## Source information
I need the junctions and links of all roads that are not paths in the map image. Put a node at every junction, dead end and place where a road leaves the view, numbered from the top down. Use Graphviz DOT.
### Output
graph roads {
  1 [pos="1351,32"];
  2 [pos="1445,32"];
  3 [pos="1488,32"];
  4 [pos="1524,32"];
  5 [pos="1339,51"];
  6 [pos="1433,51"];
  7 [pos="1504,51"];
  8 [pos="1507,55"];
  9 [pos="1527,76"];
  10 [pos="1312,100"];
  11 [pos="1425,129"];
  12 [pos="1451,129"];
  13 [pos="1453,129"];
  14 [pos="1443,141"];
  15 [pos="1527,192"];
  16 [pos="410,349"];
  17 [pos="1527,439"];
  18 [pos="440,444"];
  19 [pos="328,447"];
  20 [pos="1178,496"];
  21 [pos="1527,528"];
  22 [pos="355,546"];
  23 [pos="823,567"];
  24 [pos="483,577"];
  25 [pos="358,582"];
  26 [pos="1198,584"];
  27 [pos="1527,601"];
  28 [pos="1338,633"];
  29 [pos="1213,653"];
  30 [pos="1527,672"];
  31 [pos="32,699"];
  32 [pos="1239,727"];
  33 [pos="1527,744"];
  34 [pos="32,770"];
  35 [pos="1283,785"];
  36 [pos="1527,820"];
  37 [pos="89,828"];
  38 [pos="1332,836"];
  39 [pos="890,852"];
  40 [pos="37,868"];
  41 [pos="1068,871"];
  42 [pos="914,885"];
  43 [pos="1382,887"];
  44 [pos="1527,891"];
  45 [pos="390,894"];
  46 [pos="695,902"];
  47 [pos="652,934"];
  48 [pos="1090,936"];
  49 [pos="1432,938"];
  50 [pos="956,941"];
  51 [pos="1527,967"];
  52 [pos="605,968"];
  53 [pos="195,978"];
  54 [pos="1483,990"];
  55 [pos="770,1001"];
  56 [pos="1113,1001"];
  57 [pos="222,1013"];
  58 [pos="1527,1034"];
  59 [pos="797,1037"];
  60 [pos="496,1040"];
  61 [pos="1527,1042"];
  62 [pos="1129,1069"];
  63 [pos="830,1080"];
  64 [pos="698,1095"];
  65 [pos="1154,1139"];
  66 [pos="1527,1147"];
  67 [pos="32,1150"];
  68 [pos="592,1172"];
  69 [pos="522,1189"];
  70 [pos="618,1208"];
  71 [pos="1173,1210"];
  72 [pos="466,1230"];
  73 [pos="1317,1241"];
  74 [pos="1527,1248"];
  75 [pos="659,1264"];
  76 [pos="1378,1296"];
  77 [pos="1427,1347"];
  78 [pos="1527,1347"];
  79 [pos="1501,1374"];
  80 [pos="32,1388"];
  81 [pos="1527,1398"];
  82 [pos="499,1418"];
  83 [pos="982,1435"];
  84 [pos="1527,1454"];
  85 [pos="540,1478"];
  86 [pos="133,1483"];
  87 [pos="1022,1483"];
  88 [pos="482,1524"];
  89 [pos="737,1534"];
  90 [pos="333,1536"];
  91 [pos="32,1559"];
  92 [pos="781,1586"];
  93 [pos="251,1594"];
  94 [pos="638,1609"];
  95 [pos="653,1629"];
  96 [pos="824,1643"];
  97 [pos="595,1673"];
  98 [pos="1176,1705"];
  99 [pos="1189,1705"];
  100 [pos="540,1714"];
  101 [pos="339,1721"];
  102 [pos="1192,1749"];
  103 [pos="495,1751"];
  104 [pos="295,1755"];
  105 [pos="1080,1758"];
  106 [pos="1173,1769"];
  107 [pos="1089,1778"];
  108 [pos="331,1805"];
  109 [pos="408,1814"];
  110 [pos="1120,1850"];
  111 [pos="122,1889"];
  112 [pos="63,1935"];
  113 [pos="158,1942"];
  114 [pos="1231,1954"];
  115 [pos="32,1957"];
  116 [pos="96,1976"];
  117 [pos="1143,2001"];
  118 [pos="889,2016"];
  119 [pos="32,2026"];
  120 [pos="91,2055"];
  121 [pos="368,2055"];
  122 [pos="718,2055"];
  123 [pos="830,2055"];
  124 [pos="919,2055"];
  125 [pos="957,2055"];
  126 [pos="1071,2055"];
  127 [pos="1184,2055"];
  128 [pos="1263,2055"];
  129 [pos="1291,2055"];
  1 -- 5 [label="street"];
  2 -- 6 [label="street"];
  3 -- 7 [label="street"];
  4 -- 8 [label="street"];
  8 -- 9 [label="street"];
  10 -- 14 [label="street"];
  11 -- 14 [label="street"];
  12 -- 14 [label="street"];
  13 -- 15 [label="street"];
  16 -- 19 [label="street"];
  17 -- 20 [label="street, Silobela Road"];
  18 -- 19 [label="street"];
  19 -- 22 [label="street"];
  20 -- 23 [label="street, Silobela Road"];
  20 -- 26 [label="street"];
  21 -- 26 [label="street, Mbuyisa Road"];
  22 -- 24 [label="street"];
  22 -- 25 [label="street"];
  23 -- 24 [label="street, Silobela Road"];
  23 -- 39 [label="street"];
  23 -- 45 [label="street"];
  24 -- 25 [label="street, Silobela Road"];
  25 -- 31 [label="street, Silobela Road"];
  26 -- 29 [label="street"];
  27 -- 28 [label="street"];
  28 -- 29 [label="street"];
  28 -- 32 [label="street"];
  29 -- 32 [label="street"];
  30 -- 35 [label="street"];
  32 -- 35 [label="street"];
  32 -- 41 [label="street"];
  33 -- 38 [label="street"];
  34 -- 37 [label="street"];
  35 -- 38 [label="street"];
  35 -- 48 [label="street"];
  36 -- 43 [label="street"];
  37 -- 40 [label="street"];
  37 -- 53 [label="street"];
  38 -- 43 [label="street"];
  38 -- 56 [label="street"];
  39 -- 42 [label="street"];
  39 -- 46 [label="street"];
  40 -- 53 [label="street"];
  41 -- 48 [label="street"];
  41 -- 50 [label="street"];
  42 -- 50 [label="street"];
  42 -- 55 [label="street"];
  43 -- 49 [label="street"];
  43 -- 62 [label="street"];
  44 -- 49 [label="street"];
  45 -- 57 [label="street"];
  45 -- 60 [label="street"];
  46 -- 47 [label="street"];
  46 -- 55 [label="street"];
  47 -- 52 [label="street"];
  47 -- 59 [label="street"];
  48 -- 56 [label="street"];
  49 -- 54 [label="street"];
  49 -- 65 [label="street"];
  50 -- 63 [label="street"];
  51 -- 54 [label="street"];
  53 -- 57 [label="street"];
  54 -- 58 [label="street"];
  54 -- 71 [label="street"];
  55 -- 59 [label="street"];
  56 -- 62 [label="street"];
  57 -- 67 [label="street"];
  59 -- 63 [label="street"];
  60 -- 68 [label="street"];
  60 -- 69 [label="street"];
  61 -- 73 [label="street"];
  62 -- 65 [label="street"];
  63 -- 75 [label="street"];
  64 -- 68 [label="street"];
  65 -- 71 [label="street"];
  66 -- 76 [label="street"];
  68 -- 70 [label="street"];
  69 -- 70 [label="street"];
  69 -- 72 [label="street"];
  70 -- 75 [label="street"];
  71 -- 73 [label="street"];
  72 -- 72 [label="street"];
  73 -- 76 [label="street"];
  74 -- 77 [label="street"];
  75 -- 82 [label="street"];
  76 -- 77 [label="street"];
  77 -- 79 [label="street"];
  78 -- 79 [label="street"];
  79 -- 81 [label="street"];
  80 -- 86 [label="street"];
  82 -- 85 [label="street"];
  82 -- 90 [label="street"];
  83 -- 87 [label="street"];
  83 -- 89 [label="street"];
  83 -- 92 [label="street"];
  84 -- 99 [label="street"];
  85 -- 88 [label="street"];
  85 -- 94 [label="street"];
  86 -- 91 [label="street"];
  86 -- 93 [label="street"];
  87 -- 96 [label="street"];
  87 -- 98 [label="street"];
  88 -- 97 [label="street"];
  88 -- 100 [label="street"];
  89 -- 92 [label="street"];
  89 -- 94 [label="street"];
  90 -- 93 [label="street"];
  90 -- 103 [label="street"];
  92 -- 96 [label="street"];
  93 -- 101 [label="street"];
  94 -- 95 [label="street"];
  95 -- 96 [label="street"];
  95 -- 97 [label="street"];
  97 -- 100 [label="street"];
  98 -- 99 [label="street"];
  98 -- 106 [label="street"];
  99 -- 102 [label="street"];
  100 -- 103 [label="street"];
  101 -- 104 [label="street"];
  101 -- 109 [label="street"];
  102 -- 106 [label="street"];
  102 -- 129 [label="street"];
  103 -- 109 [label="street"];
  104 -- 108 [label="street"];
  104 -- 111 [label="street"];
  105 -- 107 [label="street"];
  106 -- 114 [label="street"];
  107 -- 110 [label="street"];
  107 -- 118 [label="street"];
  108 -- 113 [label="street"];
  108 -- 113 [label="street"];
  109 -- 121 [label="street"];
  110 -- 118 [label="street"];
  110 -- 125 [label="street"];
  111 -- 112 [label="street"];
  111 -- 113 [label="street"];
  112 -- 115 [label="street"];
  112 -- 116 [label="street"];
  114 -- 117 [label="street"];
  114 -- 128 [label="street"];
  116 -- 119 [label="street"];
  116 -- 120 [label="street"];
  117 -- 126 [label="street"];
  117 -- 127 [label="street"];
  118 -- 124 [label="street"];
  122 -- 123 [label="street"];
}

## Brief
On how many lines of the records above does the word "Silobela" appear? Answer with only that number.

## Result of this exercise
5